» What is required:
Search the data for "nodes". Each line containing it is to be copied.

Stored data entries
________________________

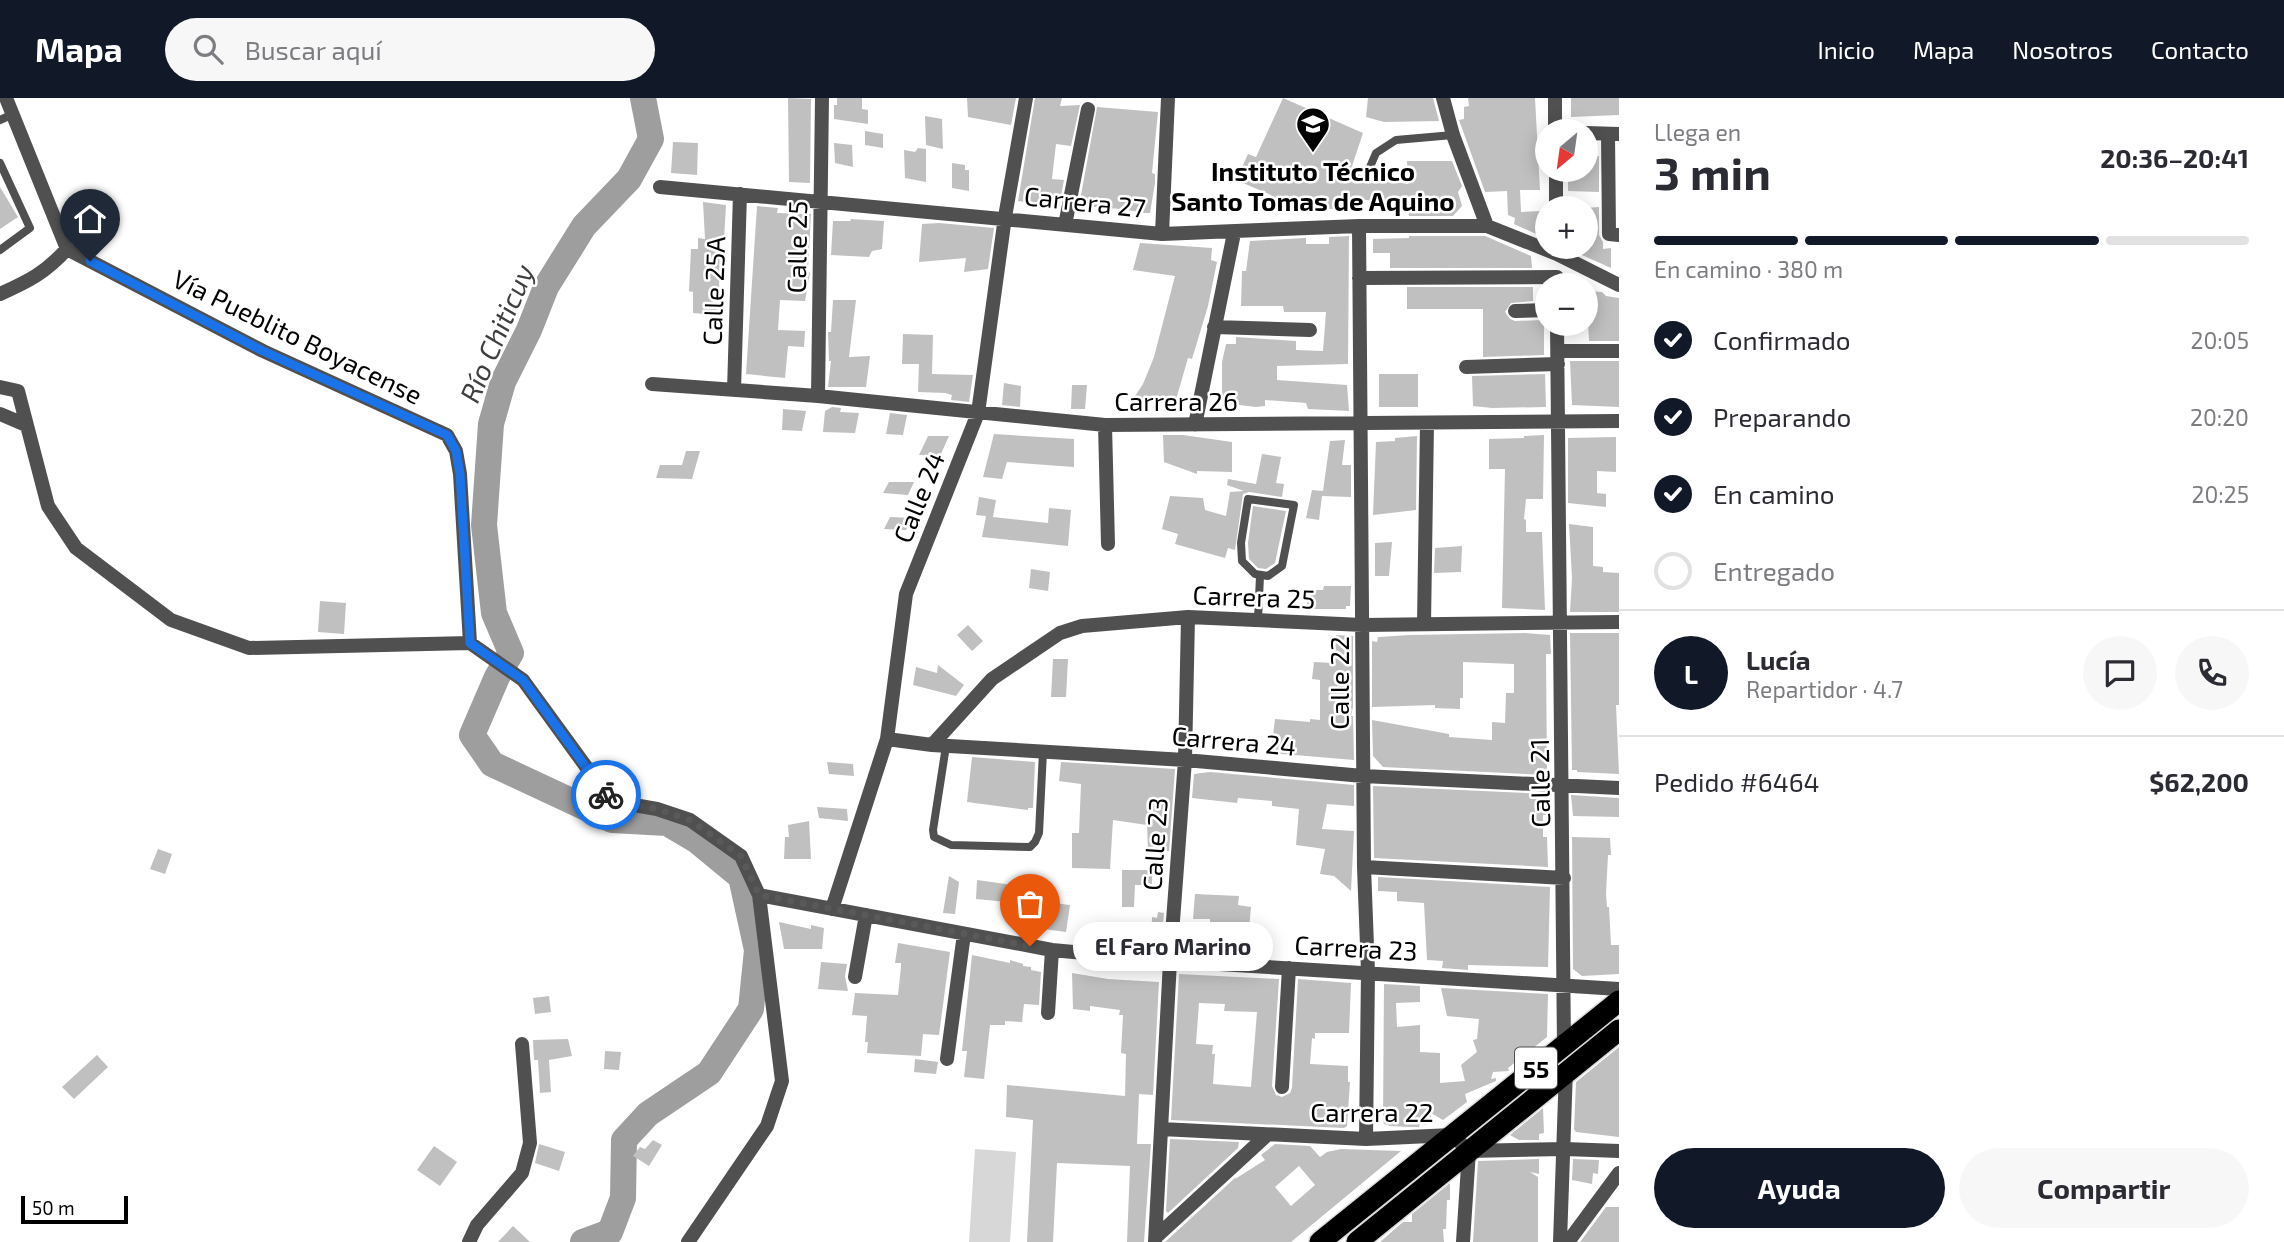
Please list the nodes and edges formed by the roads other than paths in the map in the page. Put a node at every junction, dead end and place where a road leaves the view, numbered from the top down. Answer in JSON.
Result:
{"nodes":[{"id":1,"x":6,"y":98,"type":"edge"},
{"id":2,"x":822,"y":98,"type":"edge"},
{"id":3,"x":1026,"y":98,"type":"edge"},
{"id":4,"x":1168,"y":98,"type":"edge"},
{"id":5,"x":1443,"y":98,"type":"edge"},
{"id":6,"x":1555,"y":98,"type":"edge"},
{"id":7,"x":1088,"y":109,"type":"dead end"},
{"id":8,"x":6,"y":118,"type":"edge"},
{"id":9,"x":1555,"y":119,"type":"edge"},
{"id":10,"x":1614,"y":134,"type":"edge"},
{"id":11,"x":1453,"y":135,"type":"junction"},
{"id":12,"x":0,"y":163,"type":"edge"},
{"id":13,"x":2,"y":174,"type":"edge"},
{"id":14,"x":1367,"y":174,"type":"dead end"},
{"id":15,"x":660,"y":187,"type":"dead end"},
{"id":16,"x":740,"y":194,"type":"junction"},
{"id":17,"x":821,"y":202,"type":"junction"},
{"id":18,"x":1005,"y":217,"type":"junction"},
{"id":19,"x":1065,"y":225,"type":"junction"},
{"id":20,"x":1359,"y":226,"type":"junction"},
{"id":21,"x":1486,"y":226,"type":"junction"},
{"id":22,"x":1234,"y":233,"type":"junction"},
{"id":23,"x":1162,"y":234,"type":"junction"},
{"id":24,"x":1614,"y":234,"type":"edge"},
{"id":25,"x":1535,"y":243,"type":"edge"},
{"id":26,"x":67,"y":249,"type":"junction"},
{"id":27,"x":0,"y":250,"type":"edge"},
{"id":28,"x":1573,"y":259,"type":"edge"},
{"id":29,"x":1359,"y":278,"type":"junction"},
{"id":30,"x":1535,"y":281,"type":"edge"},
{"id":31,"x":1619,"y":285,"type":"edge"},
{"id":32,"x":0,"y":294,"type":"edge"},
{"id":33,"x":1535,"y":310,"type":"edge"},
{"id":34,"x":1515,"y":311,"type":"dead end"},
{"id":35,"x":1214,"y":327,"type":"junction"},
{"id":36,"x":1310,"y":330,"type":"dead end"},
{"id":37,"x":1558,"y":336,"type":"edge"},
{"id":38,"x":1619,"y":351,"type":"edge"},
{"id":39,"x":1558,"y":357,"type":"junction"},
{"id":40,"x":1466,"y":368,"type":"dead end"},
{"id":41,"x":652,"y":384,"type":"dead end"},
{"id":42,"x":0,"y":387,"type":"edge"},
{"id":43,"x":734,"y":390,"type":"junction"},
{"id":44,"x":818,"y":396,"type":"junction"},
{"id":45,"x":978,"y":413,"type":"junction"},
{"id":46,"x":0,"y":414,"type":"edge"},
{"id":47,"x":1619,"y":421,"type":"edge"},
{"id":48,"x":1559,"y":422,"type":"junction"},
{"id":49,"x":1427,"y":423,"type":"junction"},
{"id":50,"x":1360,"y":424,"type":"junction"},
{"id":51,"x":26,"y":425,"type":"junction"},
{"id":52,"x":1105,"y":425,"type":"junction"},
{"id":53,"x":1195,"y":425,"type":"junction"},
{"id":54,"x":1108,"y":544,"type":"dead end"},
{"id":55,"x":1260,"y":576,"type":"junction"},
{"id":56,"x":1188,"y":617,"type":"junction"},
{"id":57,"x":1258,"y":620,"type":"junction"},
{"id":58,"x":1619,"y":622,"type":"edge"},
{"id":59,"x":1424,"y":624,"type":"junction"},
{"id":60,"x":1560,"y":624,"type":"junction"},
{"id":61,"x":1363,"y":625,"type":"junction"},
{"id":62,"x":470,"y":643,"type":"junction"},
{"id":63,"x":887,"y":739,"type":"junction"},
{"id":64,"x":939,"y":746,"type":"junction"},
{"id":65,"x":1043,"y":752,"type":"junction"},
{"id":66,"x":1185,"y":760,"type":"junction"},
{"id":67,"x":1363,"y":775,"type":"junction"},
{"id":68,"x":1563,"y":785,"type":"junction"},
{"id":69,"x":1619,"y":788,"type":"edge"},
{"id":70,"x":1364,"y":867,"type":"junction"},
{"id":71,"x":1564,"y":878,"type":"junction"},
{"id":72,"x":759,"y":895,"type":"junction"},
{"id":73,"x":832,"y":909,"type":"junction"},
{"id":74,"x":866,"y":915,"type":"junction"},
{"id":75,"x":964,"y":934,"type":"junction"},
{"id":76,"x":1052,"y":950,"type":"junction"},
{"id":77,"x":1170,"y":961,"type":"junction"},
{"id":78,"x":1289,"y":968,"type":"junction"},
{"id":79,"x":1368,"y":972,"type":"junction"},
{"id":80,"x":855,"y":977,"type":"dead end"},
{"id":81,"x":1565,"y":985,"type":"junction"},
{"id":82,"x":1619,"y":989,"type":"edge"},
{"id":83,"x":1619,"y":1001,"type":"edge"},
{"id":84,"x":1048,"y":1013,"type":"dead end"},
{"id":85,"x":1619,"y":1030,"type":"edge"},
{"id":86,"x":522,"y":1044,"type":"dead end"},
{"id":87,"x":1564,"y":1045,"type":"junction"},
{"id":88,"x":947,"y":1059,"type":"dead end"},
{"id":89,"x":1566,"y":1073,"type":"junction"},
{"id":90,"x":1282,"y":1087,"type":"dead end"},
{"id":91,"x":1161,"y":1129,"type":"junction"},
{"id":92,"x":1267,"y":1135,"type":"junction"},
{"id":93,"x":1452,"y":1135,"type":"junction"},
{"id":94,"x":1366,"y":1139,"type":"junction"},
{"id":95,"x":1564,"y":1149,"type":"junction"},
{"id":96,"x":1469,"y":1151,"type":"junction"},
{"id":97,"x":1619,"y":1151,"type":"edge"},
{"id":98,"x":1619,"y":1173,"type":"edge"},
{"id":99,"x":1360,"y":1210,"type":"junction"},
{"id":100,"x":1156,"y":1239,"type":"edge"},
{"id":101,"x":469,"y":1242,"type":"edge"},
{"id":102,"x":688,"y":1242,"type":"edge"},
{"id":103,"x":1320,"y":1242,"type":"edge"},
{"id":104,"x":1357,"y":1242,"type":"edge"},
{"id":105,"x":1463,"y":1242,"type":"edge"},
{"id":106,"x":1560,"y":1242,"type":"edge"},
{"id":107,"x":1568,"y":1242,"type":"edge"}],
"edges":[{"from":1,"to":8,"type":"street"},
{"from":2,"to":17,"type":"street","name":"Calle 25"},
{"from":3,"to":18,"type":"street","name":"Calle 24"},
{"from":4,"to":23,"type":"street"},
{"from":5,"to":11,"type":"street"},
{"from":6,"to":9,"type":"street"},
{"from":7,"to":19,"type":"street"},
{"from":8,"to":26,"type":"street"},
{"from":10,"to":24,"type":"street"},
{"from":11,"to":14,"type":"lane"},
{"from":11,"to":21,"type":"street"},
{"from":12,"to":13,"type":"lane"},
{"from":13,"to":27,"type":"lane"},
{"from":15,"to":16,"type":"street","name":"Carrera 27"},
{"from":16,"to":17,"type":"street","name":"Carrera 27"},
{"from":16,"to":43,"type":"street","name":"Calle 25A"},
{"from":17,"to":18,"type":"street","name":"Carrera 27"},
{"from":17,"to":44,"type":"street","name":"Calle 25"},
{"from":18,"to":19,"type":"street","name":"Carrera 27"},
{"from":18,"to":45,"type":"street","name":"Calle 24"},
{"from":19,"to":23,"type":"street","name":"Carrera 27"},
{"from":20,"to":21,"type":"street","name":"Carrera 27"},
{"from":20,"to":22,"type":"street","name":"Carrera 27"},
{"from":20,"to":29,"type":"street","name":"Calle 22"},
{"from":21,"to":25,"type":"street","name":"Carrera 27"},
{"from":22,"to":23,"type":"street","name":"Carrera 27"},
{"from":22,"to":35,"type":"street"},
{"from":26,"to":32,"type":"street"},
{"from":26,"to":62,"type":"street","name":"Vía Pueblito Boyacense"},
{"from":28,"to":31,"type":"street","name":"Carrera 27"},
{"from":29,"to":30,"type":"street"},
{"from":29,"to":50,"type":"street","name":"Calle 22"},
{"from":33,"to":34,"type":"street"},
{"from":35,"to":36,"type":"street"},
{"from":35,"to":53,"type":"street"},
{"from":37,"to":39,"type":"street","name":"Calle 21"},
{"from":38,"to":39,"type":"street"},
{"from":39,"to":40,"type":"street"},
{"from":39,"to":48,"type":"street","name":"Calle 21"},
{"from":41,"to":43,"type":"street","name":"Carrera 26"},
{"from":42,"to":51,"type":"street"},
{"from":43,"to":44,"type":"street","name":"Carrera 26"},
{"from":44,"to":45,"type":"street","name":"Carrera 26"},
{"from":45,"to":52,"type":"street","name":"Carrera 26"},
{"from":45,"to":63,"type":"street","name":"Calle 24"},
{"from":46,"to":51,"type":"street"},
{"from":47,"to":48,"type":"street","name":"Carrera 26"},
{"from":48,"to":49,"type":"street","name":"Carrera 26"},
{"from":48,"to":60,"type":"street","name":"Calle 21"},
{"from":49,"to":50,"type":"street","name":"Carrera 26"},
{"from":49,"to":59,"type":"street"},
{"from":50,"to":53,"type":"street","name":"Carrera 26"},
{"from":50,"to":61,"type":"street","name":"Calle 22"},
{"from":51,"to":62,"type":"street"},
{"from":52,"to":53,"type":"street","name":"Carrera 26"},
{"from":52,"to":54,"type":"street"},
{"from":55,"to":55,"type":"lane"},
{"from":55,"to":57,"type":"lane"},
{"from":56,"to":57,"type":"street","name":"Carrera 25"},
{"from":56,"to":64,"type":"street","name":"Carrera 25"},
{"from":56,"to":66,"type":"street","name":"Calle 23"},
{"from":57,"to":61,"type":"street","name":"Carrera 25"},
{"from":58,"to":60,"type":"street","name":"Carrera 25"},
{"from":59,"to":60,"type":"street","name":"Carrera 25"},
{"from":59,"to":61,"type":"street","name":"Carrera 25"},
{"from":60,"to":68,"type":"street","name":"Calle 21"},
{"from":61,"to":67,"type":"street","name":"Calle 22"},
{"from":62,"to":72,"type":"street"},
{"from":63,"to":64,"type":"street","name":"Carrera 24"},
{"from":63,"to":73,"type":"street","name":"Calle 24"},
{"from":64,"to":65,"type":"street","name":"Carrera 24"},
{"from":64,"to":65,"type":"lane"},
{"from":65,"to":66,"type":"street","name":"Carrera 24"},
{"from":66,"to":67,"type":"street","name":"Carrera 24"},
{"from":66,"to":77,"type":"street","name":"Calle 23"},
{"from":67,"to":68,"type":"street","name":"Carrera 24"},
{"from":67,"to":70,"type":"street","name":"Calle 22"},
{"from":68,"to":69,"type":"street","name":"Carrera 24"},
{"from":68,"to":71,"type":"street","name":"Calle 21"},
{"from":70,"to":71,"type":"street"},
{"from":70,"to":79,"type":"street","name":"Calle 22"},
{"from":71,"to":81,"type":"street","name":"Calle 21"},
{"from":72,"to":73,"type":"street","name":"Carrera 23"},
{"from":72,"to":102,"type":"street"},
{"from":73,"to":74,"type":"street","name":"Carrera 23"},
{"from":74,"to":75,"type":"street","name":"Carrera 23"},
{"from":74,"to":80,"type":"street"},
{"from":75,"to":76,"type":"street","name":"Carrera 23"},
{"from":75,"to":88,"type":"street"},
{"from":76,"to":77,"type":"street","name":"Carrera 23"},
{"from":76,"to":84,"type":"street"},
{"from":77,"to":78,"type":"street","name":"Carrera 23"},
{"from":77,"to":91,"type":"street","name":"Calle 23"},
{"from":78,"to":79,"type":"street","name":"Carrera 23"},
{"from":78,"to":90,"type":"street"},
{"from":79,"to":81,"type":"street","name":"Carrera 23"},
{"from":79,"to":94,"type":"street","name":"Calle 22"},
{"from":81,"to":82,"type":"street","name":"Carrera 23"},
{"from":81,"to":87,"type":"street","name":"Calle 21"},
{"from":83,"to":87,"type":"highway","number":"55"},
{"from":85,"to":89,"type":"highway","number":"55"},
{"from":86,"to":101,"type":"street"},
{"from":87,"to":89,"type":"street","name":"Calle 21"},
{"from":87,"to":93,"type":"highway","number":"55"},
{"from":89,"to":95,"type":"street","name":"Calle 21"},
{"from":89,"to":96,"type":"highway","number":"55"},
{"from":91,"to":92,"type":"street","name":"Carrera 22"},
{"from":91,"to":100,"type":"street","name":"Calle 23"},
{"from":92,"to":94,"type":"street","name":"Carrera 22"},
{"from":92,"to":100,"type":"street"},
{"from":93,"to":94,"type":"street","name":"Carrera 22"},
{"from":93,"to":96,"type":"street","name":"Carrera 22"},
{"from":93,"to":99,"type":"highway","number":"55"},
{"from":95,"to":96,"type":"street"},
{"from":95,"to":97,"type":"street"},
{"from":95,"to":106,"type":"street","name":"Calle 21"},
{"from":96,"to":104,"type":"highway","number":"55"},
{"from":96,"to":105,"type":"street"},
{"from":98,"to":107,"type":"street"},
{"from":99,"to":103,"type":"highway","number":"55"},
{"from":99,"to":104,"type":"street"}]}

________________________

» Task answer:
Please list the nodes and edges formed by the roads other than paths in the map in the page. Put a node at every junction, dead end and place where a road leaves the view, numbered from the top down. Answer in JSON.
{"nodes":[{"id":1,"x":6,"y":98,"type":"edge"},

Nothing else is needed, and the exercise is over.